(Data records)
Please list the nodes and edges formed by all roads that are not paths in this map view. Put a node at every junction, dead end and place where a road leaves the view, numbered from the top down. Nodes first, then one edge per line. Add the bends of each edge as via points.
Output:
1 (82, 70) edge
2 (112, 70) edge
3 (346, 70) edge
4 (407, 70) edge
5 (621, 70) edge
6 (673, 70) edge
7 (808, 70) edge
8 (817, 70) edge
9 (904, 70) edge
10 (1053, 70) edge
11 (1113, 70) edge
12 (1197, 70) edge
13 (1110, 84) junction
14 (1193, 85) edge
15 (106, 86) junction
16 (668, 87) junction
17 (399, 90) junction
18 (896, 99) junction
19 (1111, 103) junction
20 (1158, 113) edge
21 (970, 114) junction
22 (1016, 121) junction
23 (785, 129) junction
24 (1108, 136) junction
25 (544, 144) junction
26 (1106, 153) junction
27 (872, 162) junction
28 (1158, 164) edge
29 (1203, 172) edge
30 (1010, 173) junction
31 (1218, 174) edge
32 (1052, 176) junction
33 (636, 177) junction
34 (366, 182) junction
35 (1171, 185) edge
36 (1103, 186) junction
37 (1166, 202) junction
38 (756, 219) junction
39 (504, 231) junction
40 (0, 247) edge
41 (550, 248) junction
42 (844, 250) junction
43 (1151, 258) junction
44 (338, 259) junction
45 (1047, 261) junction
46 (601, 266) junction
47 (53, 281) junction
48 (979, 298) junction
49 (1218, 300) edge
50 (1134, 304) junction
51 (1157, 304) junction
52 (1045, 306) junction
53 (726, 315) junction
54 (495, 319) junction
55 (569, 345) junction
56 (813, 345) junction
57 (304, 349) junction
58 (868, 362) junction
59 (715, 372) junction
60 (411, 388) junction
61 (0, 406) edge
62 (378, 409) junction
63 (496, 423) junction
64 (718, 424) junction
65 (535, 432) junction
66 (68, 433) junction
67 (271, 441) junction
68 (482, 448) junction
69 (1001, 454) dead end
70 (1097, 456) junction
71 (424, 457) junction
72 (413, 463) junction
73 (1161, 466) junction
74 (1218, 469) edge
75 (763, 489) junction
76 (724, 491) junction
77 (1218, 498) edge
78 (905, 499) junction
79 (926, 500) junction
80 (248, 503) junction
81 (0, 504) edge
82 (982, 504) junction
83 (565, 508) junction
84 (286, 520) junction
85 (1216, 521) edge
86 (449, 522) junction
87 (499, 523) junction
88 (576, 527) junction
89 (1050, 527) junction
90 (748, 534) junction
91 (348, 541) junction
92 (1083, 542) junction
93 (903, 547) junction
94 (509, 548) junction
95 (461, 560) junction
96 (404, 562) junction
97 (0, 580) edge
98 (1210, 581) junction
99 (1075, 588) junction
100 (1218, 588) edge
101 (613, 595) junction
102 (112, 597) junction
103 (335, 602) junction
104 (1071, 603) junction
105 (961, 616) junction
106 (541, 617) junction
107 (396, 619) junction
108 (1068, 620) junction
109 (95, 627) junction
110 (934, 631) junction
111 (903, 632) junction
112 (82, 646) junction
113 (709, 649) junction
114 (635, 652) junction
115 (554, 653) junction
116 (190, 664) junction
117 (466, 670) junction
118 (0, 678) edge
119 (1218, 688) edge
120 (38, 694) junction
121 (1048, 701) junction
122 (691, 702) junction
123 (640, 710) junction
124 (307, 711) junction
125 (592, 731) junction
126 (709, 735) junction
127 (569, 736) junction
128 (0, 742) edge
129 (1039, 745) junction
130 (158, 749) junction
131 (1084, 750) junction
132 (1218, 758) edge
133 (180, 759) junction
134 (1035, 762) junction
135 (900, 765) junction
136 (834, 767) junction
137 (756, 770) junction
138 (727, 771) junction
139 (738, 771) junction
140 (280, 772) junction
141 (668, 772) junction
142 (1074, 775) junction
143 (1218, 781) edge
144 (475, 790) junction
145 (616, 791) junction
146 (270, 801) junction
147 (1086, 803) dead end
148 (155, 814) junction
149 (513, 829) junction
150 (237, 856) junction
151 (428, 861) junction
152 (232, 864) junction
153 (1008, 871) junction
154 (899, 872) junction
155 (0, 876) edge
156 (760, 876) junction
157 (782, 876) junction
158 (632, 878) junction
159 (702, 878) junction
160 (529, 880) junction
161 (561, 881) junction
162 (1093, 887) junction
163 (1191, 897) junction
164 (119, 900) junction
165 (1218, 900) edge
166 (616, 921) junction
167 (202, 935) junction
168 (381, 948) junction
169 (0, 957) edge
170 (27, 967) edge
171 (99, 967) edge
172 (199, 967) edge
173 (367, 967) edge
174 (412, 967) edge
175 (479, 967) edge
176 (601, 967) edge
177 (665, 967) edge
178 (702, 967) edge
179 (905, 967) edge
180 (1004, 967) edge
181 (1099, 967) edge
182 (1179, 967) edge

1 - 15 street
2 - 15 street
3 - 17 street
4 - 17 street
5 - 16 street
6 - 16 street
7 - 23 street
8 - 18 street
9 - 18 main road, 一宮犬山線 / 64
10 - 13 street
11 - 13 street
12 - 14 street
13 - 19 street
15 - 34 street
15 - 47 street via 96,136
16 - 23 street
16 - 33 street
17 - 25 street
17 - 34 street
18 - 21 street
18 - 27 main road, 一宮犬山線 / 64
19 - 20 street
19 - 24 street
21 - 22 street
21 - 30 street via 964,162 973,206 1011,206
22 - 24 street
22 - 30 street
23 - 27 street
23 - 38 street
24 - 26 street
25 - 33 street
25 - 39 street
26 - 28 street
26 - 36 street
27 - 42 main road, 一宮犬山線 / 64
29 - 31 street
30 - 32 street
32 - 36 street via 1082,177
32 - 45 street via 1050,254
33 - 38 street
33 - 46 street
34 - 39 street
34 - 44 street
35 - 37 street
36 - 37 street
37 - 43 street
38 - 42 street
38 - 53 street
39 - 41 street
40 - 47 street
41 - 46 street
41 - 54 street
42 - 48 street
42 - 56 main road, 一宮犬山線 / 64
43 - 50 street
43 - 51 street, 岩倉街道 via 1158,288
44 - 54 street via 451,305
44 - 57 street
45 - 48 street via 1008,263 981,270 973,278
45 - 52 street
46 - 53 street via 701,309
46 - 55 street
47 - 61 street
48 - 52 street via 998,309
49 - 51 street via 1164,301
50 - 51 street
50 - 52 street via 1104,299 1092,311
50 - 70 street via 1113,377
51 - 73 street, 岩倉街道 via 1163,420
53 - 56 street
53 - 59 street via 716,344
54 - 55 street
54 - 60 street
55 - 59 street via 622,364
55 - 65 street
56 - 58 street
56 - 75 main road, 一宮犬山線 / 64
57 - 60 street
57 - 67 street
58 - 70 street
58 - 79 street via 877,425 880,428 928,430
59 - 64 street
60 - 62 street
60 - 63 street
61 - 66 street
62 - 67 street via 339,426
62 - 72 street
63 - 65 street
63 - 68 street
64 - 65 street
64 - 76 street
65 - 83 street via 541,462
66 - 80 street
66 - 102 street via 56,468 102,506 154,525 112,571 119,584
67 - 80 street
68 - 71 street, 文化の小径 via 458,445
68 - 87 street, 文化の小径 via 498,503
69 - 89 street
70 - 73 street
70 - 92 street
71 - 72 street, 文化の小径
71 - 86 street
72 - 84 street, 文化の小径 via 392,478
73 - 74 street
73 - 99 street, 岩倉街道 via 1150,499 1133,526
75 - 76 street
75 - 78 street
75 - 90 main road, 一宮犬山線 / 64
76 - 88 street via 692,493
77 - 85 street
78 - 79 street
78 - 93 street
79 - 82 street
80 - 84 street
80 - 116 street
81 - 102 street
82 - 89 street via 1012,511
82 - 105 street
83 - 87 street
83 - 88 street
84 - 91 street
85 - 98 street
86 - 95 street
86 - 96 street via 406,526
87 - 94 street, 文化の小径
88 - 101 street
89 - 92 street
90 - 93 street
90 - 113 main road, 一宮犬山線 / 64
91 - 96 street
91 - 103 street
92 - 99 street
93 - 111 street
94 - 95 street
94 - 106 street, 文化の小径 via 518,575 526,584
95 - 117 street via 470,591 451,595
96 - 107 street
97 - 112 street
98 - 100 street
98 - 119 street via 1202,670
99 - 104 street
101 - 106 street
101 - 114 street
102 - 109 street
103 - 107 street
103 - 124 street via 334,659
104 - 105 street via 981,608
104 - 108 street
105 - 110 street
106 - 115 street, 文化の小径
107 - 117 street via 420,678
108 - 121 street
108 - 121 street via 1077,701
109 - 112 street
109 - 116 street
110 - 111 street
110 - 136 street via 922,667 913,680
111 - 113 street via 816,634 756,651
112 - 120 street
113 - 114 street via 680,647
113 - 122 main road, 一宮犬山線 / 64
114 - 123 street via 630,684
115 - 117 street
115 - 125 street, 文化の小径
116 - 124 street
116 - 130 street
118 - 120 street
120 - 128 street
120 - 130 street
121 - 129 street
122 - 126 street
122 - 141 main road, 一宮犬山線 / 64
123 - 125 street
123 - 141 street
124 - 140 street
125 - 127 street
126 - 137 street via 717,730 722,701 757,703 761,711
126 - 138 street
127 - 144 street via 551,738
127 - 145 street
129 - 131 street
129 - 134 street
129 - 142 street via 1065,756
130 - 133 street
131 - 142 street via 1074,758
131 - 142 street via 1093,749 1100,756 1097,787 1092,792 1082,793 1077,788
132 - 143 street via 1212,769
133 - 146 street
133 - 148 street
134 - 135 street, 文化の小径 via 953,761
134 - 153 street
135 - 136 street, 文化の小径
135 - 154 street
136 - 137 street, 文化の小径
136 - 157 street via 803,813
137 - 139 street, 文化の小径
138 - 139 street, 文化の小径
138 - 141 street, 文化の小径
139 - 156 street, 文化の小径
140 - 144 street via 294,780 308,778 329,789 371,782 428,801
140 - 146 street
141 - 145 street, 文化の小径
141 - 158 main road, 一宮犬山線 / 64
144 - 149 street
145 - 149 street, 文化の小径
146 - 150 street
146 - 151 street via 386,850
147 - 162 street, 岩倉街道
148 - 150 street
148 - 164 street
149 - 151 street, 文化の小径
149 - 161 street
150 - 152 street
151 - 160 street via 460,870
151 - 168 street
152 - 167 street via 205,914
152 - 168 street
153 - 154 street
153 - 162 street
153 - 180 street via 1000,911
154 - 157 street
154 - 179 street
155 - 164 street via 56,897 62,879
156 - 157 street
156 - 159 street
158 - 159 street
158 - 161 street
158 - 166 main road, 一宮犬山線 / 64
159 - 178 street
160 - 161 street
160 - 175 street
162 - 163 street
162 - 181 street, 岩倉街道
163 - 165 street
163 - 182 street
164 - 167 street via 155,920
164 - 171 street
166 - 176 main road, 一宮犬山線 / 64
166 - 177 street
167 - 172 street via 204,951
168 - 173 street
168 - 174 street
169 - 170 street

Task requirements: Lines containing the word "dead" in the entries above should be counted, and only that number given.

Problem solution: 3